San Francesco ha interiorizzato così tanto questo verbo, che anche la sua tunica, quella tunica a forma di croce, simile alla tunica dei contadini che lavoravano nei campi, una volta all’anno, la faceva riparare. E chi riparava, chi ricuciva la sua tunica? Era santa Chiara, con pazienza, che cuciva e ricuciva la sua tunica. È oramai un dato certo che santa Chiara abbia utilizzato ben 19 pezzi del suo mantello, di un tessuto ancora più grezzo di quello della tunica di san Francesco, per riparagli la veste.

Personalmente trovo che questo sia un segno che racchiude in sé una potenza spirituale ed espressiva notevole ed eloquente. Che comunica una grande comunione spirituale tra Chiara e Francesco. Una comunione e intimità emozionanti.

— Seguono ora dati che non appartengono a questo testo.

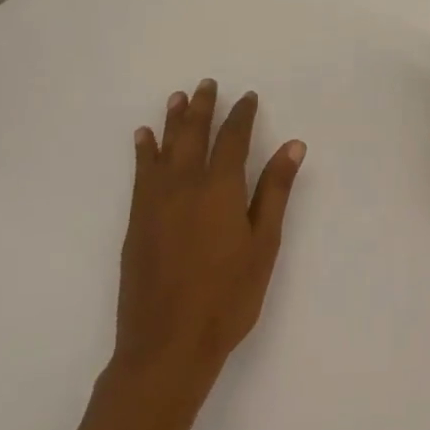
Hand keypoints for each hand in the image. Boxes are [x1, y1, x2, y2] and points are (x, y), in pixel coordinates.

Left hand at [115, 80, 303, 387]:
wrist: (166, 346)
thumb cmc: (227, 297)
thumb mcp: (263, 244)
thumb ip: (275, 191)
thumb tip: (293, 144)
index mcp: (220, 189)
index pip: (232, 139)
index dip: (241, 115)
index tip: (248, 97)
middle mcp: (184, 186)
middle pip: (193, 135)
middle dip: (202, 107)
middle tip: (206, 83)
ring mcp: (155, 204)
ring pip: (164, 149)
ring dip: (171, 121)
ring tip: (176, 97)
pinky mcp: (137, 223)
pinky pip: (140, 174)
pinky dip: (144, 152)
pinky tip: (143, 140)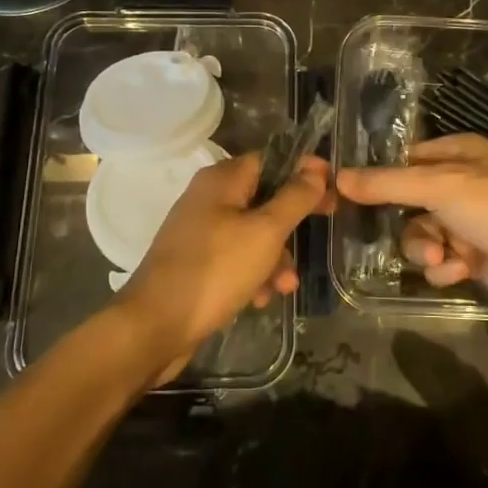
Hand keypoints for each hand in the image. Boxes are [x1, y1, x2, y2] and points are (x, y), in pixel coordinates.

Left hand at [115, 152, 330, 378]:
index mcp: (222, 180)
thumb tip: (316, 168)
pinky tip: (261, 299)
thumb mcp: (265, 232)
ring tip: (285, 286)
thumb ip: (294, 198)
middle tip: (324, 228)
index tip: (333, 190)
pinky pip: (235, 258)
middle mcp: (208, 198)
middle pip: (263, 198)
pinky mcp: (196, 262)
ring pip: (252, 233)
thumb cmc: (215, 271)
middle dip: (291, 223)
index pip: (271, 160)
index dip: (303, 172)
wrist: (155, 326)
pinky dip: (253, 273)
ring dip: (275, 257)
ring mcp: (199, 232)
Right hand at [335, 134, 487, 319]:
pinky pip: (442, 261)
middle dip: (411, 227)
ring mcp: (470, 223)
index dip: (378, 178)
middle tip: (419, 241)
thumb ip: (388, 184)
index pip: (405, 161)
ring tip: (443, 260)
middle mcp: (462, 185)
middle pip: (409, 204)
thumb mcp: (442, 186)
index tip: (346, 195)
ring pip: (422, 236)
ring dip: (427, 250)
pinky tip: (462, 271)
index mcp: (459, 154)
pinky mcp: (476, 258)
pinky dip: (447, 268)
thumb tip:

Una lezione di vita che vale sempre e anche per noi, oggi. Buttare è facile e forse comodo. Riparare è un’arte più difficile ma necessaria, ieri come oggi. Questo vale per le cose, i vestiti, ma anche per gli affetti, le relazioni, gli impegni e le promesse.

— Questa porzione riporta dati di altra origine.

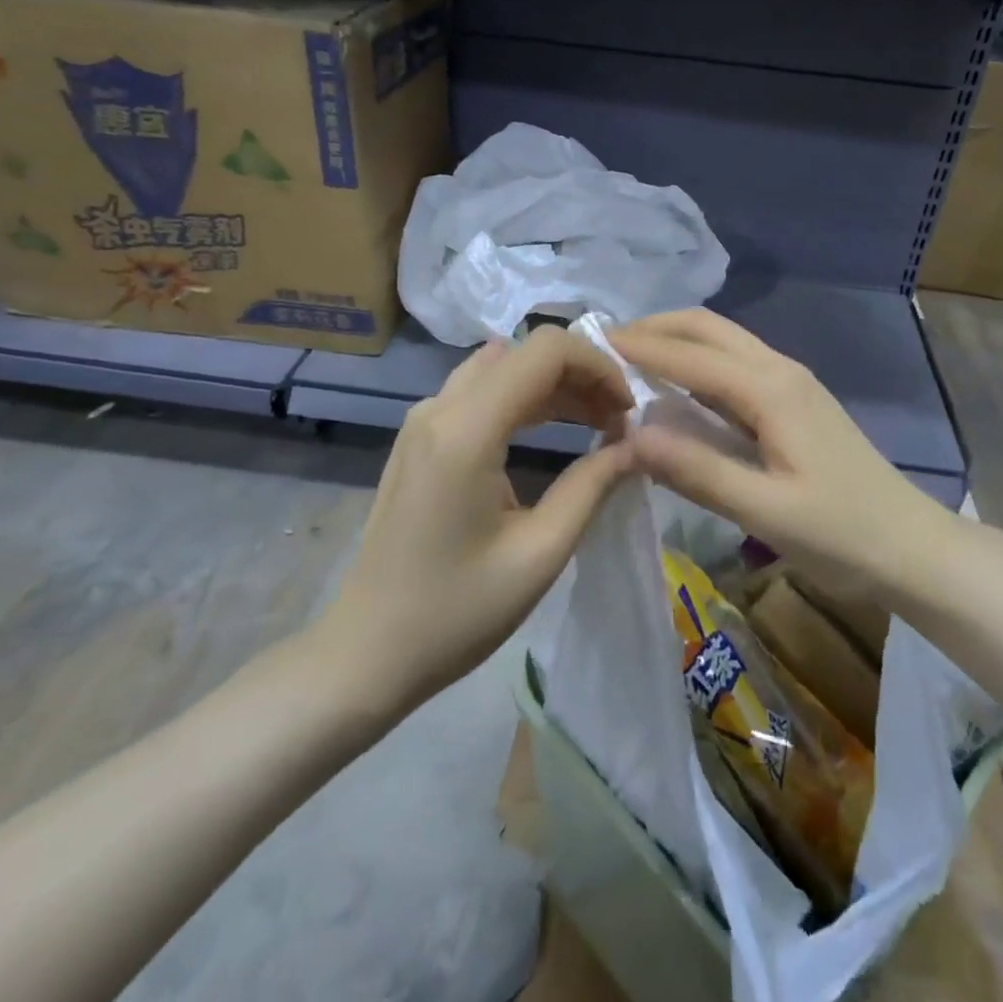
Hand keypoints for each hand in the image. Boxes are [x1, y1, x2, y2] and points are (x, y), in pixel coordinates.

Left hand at [322, 327, 637, 718]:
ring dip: (553, 383)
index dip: (598, 365)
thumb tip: (634, 445)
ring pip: (502, 366)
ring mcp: (422, 419)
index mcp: (466, 430)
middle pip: (523, 352)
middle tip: (618, 421)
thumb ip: (592, 486)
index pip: (545, 350)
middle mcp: (439, 407)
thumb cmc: (456, 613)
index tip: (627, 410)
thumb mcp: (540, 554)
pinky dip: (523, 397)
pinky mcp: (418, 437)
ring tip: (596, 423)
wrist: (367, 652)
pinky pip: (479, 390)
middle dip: (580, 374)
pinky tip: (551, 431)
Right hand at [611, 309, 950, 605]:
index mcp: (771, 390)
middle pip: (708, 327)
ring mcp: (791, 382)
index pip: (690, 354)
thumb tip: (630, 435)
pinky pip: (735, 363)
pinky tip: (677, 386)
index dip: (639, 347)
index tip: (590, 343)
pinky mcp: (794, 400)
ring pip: (724, 340)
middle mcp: (780, 370)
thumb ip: (697, 471)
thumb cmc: (843, 534)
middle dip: (656, 327)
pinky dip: (697, 361)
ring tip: (630, 360)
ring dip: (677, 339)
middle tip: (606, 346)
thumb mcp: (766, 511)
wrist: (913, 546)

Riparare e ricucire. È un messaggio che raccolgo come orientamento per la chiesa, per costruire fraternità e comunione nella chiesa.

Vale per le famiglie, vale per la vita di coppia. Troppo velocemente ci si rassegna di fronte agli strappi o alle lacerazioni, finendo per ritenerle definitive e irreparabili.

È anche un programma politico. Cioè necessario per la nostra vita sociale, imparare o reimparare a ricucire.

Riparare. Con arte e misericordia per il bene comune.

La tunica di Francesco, cucita e ricucita da santa Chiara, è un messaggio potente che vale più di tante parole e regole, bollate o meno.

La seconda parola che vorrei sottolineare è la croce.

“Quanto a me non ci sia altro vanto che nella croce del Signore nostro Gesù Cristo, per mezzo della quale il mondo per me è stato crocifisso, come io per il mondo.”

La tunica è a forma di croce. San Francesco ha ricevuto le stimmate qualche anno prima di morire, come manifestazione impressa persino nella sua carne, la volontà di rassomigliare all’amore della sua vita: il Signore Gesù.

San Francesco, come ci ricordava Dante Alighieri nella sua divina Commedia, è colui è più di ogni altro è stato somigliantissimo a Gesù.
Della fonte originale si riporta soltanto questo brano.